University of New Hampshire Dining announced Monday that it would halt the sale of energy drinks in its retail and vending machines in January as part of its mission to make UNH the healthiest campus by 2020, and to keep students safe from the dangers presented when mixing alcohol and caffeine.
Shortly after 8 p.m., though, President Mark Huddleston intervened – thankfully.
Huddleston cited conflicting evidence about the health effects of consuming the beverages, as well as student reactions in announcing his decision.
"I respect the efforts of the staff in UNH Dining to present the healthiest possible choices in our food service and vending locations," Huddleston said. "I want to be sure we respect our students' ability to make informed choices about what they consume."
Students can thank him for preventing a foolish move by Dining.
And he did it for the right reason. Students deserve the ability to make their own choices.
If UNH wants to be the healthiest campus, it needs to educate its students on the dangers of unhealthy eating and drinking habits – not just remove unhealthy beverages.
We're on board with the university's goal and would like to see it work. But the school was about to approach it the wrong way.
If the university wants to be the healthiest campus, it should help its students understand what it would take to get there.
Instead, it seems as if it was a combination of reaching a goal and overreacting to incidents of combining alcohol and caffeine.
"Just recently there was an incident on campus involving energy drinks that helped send a student to the hospital," David May, assistant vice president for Business Affairs, said before Huddleston's announcement.
We understand the dangers of combining alcohol and caffeine, and encourage students to better understand those dangers.
But removing energy drinks from UNH shelves because of that would be an overreaction.
May also said that the move was made to support the university's initiative to make UNH the healthiest campus in the nation.

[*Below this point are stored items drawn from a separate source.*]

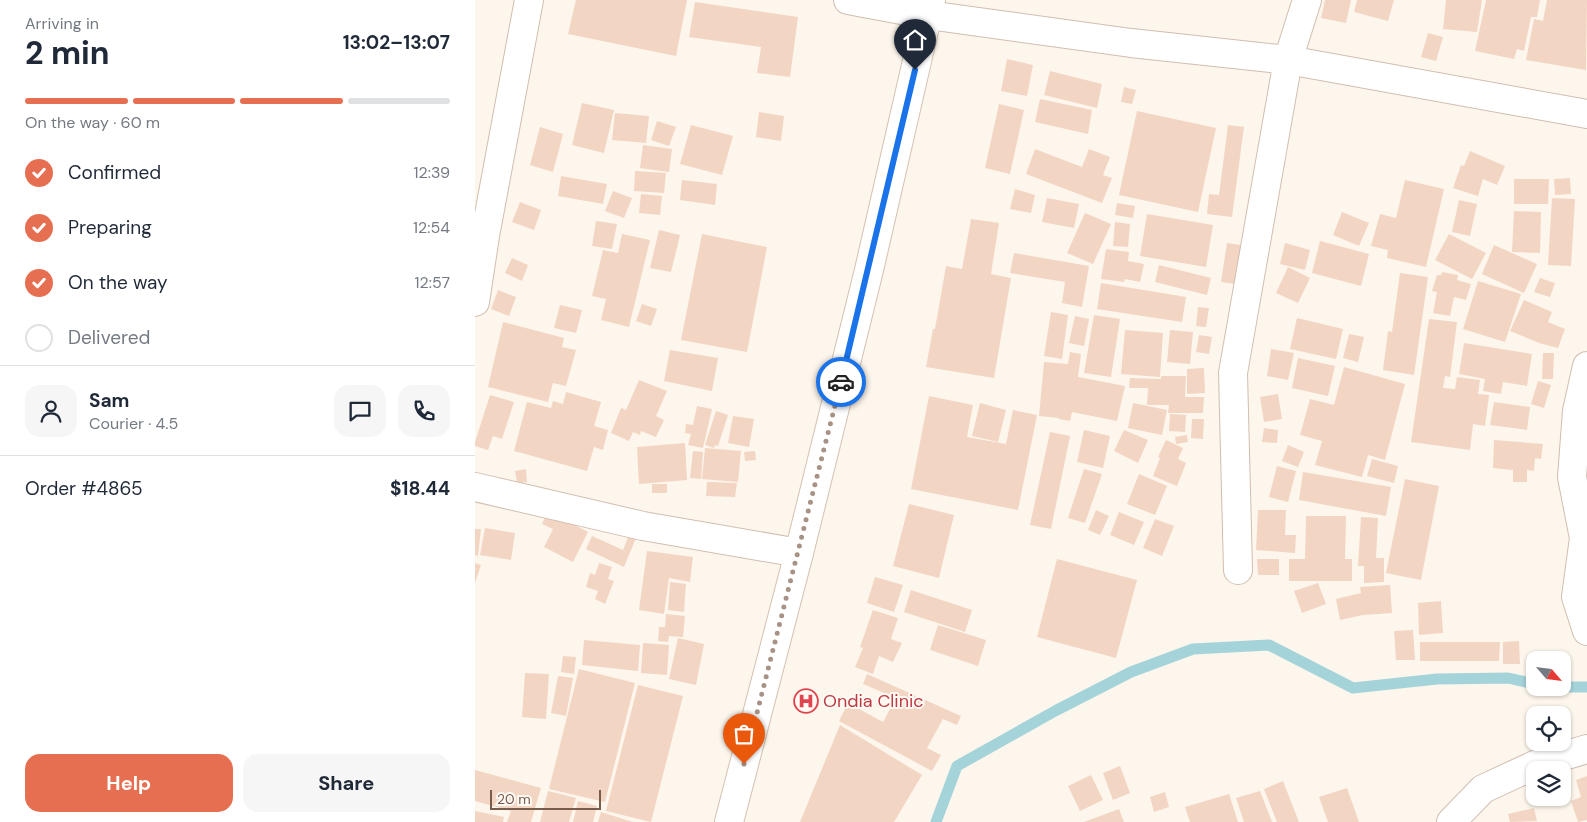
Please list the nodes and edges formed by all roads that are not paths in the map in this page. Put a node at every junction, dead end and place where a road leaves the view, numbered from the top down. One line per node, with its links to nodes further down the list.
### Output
1 (529, 0): 7 (street)
2 (848, 0): 4 (street)
3 (1307, 0): 5 (street)
4 (929, 8): 5 (street); 10 (street)
5 (1288, 60): 6 (street); 11 (street)
6 (1587, 114)
7 (475, 302)
8 (1587, 366): 12 (street)
9 (475, 487): 10 (street)
10 (799, 553): 14 (street)
11 (1238, 570)
12 (1587, 631)
13 (1587, 749): 15 (street)
14 (729, 822)
15 (1451, 822)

In the first press release, which announced the move, UNH cited a survey which stated that energy drinks could contain 300 times as much caffeine as soft drinks.
True. But UNH doesn't sell any energy drinks that contain that amount of caffeine. Red Bull (around 100 mg of caffeine), Full Throttle (around 150 mg of caffeine), and NOS (around 250 mg of caffeine) contain slightly more caffeine than Coca-Cola (around 50 mg) and about the same amount as coffee (around 150 mg).
Red Bull echoed similar thoughts in a statement, calling UNH's prospective move "inappropriate and unwarranted."
Regardless of Huddleston's intervention, UNH Dining is sending mixed messages.
As they tried to tell students that energy drinks would be removed to ensure a healthier campus, they were finalizing the move-in of Dunkin' Donuts in to the MUB.
It's a hypocritical move.
We would have no problem with Dining bringing Dunkin' Donuts to UNH – if they're going to be consistent.
Right now, though, they're not.
Dining tried removing energy drinks from shelves to become a healthier campus. But they were ready to turn their heads the other way as Dunkin' Donuts and its 770-calorie tuna melt sandwich moves in.
There is a problem with that.
Huddleston did the right thing in delaying the move. We hope he continues to do so by shelving this hypocritical rule.